Among the lines below, copy exactly those from the one with "Task: Transcribe the" through the one with "Give me a JSON index of the", counting both ends.

═══ Input

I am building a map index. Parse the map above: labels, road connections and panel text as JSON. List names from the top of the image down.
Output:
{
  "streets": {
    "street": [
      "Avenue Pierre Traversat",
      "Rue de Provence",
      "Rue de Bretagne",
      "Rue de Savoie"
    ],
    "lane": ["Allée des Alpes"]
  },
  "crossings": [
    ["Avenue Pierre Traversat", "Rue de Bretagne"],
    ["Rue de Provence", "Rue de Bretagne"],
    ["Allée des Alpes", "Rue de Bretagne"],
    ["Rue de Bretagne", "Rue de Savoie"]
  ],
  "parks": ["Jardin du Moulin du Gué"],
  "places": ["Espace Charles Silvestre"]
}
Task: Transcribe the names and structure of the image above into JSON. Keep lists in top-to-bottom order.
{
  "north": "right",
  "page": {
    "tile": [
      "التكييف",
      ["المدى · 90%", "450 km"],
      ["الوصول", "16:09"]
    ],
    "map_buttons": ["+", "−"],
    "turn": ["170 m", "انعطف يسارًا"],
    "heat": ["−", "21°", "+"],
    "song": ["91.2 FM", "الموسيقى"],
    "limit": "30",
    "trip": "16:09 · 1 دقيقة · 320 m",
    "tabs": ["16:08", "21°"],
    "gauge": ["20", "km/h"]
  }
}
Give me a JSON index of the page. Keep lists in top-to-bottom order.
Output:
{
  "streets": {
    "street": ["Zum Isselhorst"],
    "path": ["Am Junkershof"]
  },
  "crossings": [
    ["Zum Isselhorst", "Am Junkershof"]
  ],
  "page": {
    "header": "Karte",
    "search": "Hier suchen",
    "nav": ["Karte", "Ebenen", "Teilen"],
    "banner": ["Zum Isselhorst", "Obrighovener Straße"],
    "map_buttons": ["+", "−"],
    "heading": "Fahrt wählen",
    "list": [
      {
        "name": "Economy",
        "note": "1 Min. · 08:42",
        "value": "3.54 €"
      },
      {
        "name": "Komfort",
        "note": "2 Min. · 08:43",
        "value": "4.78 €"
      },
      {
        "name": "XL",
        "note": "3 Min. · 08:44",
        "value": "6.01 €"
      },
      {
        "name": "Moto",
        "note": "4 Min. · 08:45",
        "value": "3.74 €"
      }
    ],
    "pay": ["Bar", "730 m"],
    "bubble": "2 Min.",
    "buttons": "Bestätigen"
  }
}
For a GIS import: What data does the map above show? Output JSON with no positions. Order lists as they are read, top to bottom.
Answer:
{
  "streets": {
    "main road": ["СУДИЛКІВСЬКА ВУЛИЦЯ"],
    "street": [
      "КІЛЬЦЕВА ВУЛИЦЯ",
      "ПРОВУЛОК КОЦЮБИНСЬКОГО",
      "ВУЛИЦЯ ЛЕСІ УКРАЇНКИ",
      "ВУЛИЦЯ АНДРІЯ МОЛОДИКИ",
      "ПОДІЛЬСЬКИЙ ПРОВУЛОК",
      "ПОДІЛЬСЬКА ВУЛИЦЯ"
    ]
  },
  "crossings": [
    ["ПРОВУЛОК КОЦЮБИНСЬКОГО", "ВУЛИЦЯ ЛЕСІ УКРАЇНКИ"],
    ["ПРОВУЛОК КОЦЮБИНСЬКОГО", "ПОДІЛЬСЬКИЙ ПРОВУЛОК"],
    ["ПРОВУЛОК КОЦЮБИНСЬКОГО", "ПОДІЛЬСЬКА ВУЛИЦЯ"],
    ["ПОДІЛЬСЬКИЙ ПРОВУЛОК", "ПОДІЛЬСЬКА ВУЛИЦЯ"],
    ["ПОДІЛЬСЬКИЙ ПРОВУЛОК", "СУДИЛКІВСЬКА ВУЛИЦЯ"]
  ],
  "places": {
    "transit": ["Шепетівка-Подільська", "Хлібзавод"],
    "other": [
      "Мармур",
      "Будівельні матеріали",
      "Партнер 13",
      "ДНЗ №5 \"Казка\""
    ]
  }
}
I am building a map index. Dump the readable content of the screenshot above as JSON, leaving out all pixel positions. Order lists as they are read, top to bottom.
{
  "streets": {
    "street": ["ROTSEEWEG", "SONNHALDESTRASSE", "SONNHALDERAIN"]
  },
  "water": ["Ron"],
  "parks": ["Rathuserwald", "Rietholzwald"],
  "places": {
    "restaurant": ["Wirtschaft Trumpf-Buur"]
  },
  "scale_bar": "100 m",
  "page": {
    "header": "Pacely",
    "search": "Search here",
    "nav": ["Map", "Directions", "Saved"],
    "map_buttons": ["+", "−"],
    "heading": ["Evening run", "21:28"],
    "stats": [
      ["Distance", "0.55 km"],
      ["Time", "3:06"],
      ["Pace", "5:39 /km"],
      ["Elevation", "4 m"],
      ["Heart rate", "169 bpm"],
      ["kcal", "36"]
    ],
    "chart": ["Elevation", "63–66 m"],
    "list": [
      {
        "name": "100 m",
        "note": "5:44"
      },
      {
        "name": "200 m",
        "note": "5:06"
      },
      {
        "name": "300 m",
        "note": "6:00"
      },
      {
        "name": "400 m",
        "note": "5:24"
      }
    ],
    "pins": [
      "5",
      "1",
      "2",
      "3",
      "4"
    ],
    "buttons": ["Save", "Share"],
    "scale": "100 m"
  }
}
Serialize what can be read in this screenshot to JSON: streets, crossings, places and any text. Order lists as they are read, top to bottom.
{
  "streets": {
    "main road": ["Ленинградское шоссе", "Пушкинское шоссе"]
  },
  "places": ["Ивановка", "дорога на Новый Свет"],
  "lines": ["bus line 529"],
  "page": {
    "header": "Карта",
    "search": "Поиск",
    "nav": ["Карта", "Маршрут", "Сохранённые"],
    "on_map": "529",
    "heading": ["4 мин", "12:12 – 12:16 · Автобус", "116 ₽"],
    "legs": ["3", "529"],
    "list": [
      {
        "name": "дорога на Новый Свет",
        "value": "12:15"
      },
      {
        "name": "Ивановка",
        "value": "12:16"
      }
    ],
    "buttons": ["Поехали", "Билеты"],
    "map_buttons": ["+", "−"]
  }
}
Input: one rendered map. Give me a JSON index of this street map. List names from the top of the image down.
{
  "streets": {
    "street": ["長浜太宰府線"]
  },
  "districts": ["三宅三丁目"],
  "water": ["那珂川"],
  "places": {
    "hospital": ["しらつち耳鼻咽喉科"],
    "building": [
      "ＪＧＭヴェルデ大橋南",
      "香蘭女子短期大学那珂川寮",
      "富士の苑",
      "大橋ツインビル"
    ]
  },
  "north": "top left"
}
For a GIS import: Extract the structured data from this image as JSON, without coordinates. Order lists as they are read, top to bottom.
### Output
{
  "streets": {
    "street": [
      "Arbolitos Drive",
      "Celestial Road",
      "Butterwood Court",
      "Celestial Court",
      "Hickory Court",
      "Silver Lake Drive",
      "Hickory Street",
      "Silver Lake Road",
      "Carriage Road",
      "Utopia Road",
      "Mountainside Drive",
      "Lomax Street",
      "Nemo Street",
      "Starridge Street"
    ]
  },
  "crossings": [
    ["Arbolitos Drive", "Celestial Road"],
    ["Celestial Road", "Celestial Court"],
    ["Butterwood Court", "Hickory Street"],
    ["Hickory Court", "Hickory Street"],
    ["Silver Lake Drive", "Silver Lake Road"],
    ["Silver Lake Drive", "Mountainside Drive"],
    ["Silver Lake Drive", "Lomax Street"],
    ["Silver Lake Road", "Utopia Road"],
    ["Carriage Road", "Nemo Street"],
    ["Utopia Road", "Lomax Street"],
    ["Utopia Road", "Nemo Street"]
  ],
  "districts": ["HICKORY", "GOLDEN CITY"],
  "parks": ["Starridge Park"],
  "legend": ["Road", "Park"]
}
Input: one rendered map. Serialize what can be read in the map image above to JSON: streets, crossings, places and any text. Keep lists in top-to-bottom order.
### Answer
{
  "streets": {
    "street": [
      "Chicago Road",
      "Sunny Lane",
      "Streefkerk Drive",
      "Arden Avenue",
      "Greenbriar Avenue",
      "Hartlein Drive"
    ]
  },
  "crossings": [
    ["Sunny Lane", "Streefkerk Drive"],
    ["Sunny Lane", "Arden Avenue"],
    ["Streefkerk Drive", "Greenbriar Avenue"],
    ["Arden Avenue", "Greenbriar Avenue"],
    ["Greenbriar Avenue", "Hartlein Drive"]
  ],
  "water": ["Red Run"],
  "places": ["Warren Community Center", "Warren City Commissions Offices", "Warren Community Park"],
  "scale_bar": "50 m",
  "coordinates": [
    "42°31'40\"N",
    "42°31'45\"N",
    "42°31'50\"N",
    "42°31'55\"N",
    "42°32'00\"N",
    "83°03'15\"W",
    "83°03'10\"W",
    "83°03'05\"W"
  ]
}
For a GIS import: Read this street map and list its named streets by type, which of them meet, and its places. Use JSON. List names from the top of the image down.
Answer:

══════

● Response below
Task: Transcribe the names and structure of the image above into JSON. Keep lists in top-to-bottom order.
{
  "north": "right",
  "page": {
    "tile": [
      "التكييف",
      ["المدى · 90%", "450 km"],
      ["الوصول", "16:09"]
    ],
    "map_buttons": ["+", "−"],
    "turn": ["170 m", "انعطف يسارًا"],
    "heat": ["−", "21°", "+"],
    "song": ["91.2 FM", "الموسيقى"],
    "limit": "30",
    "trip": "16:09 · 1 دقيقة · 320 m",
    "tabs": ["16:08", "21°"],
    "gauge": ["20", "km/h"]
  }
}
Give me a JSON index of the page. Keep lists in top-to-bottom order.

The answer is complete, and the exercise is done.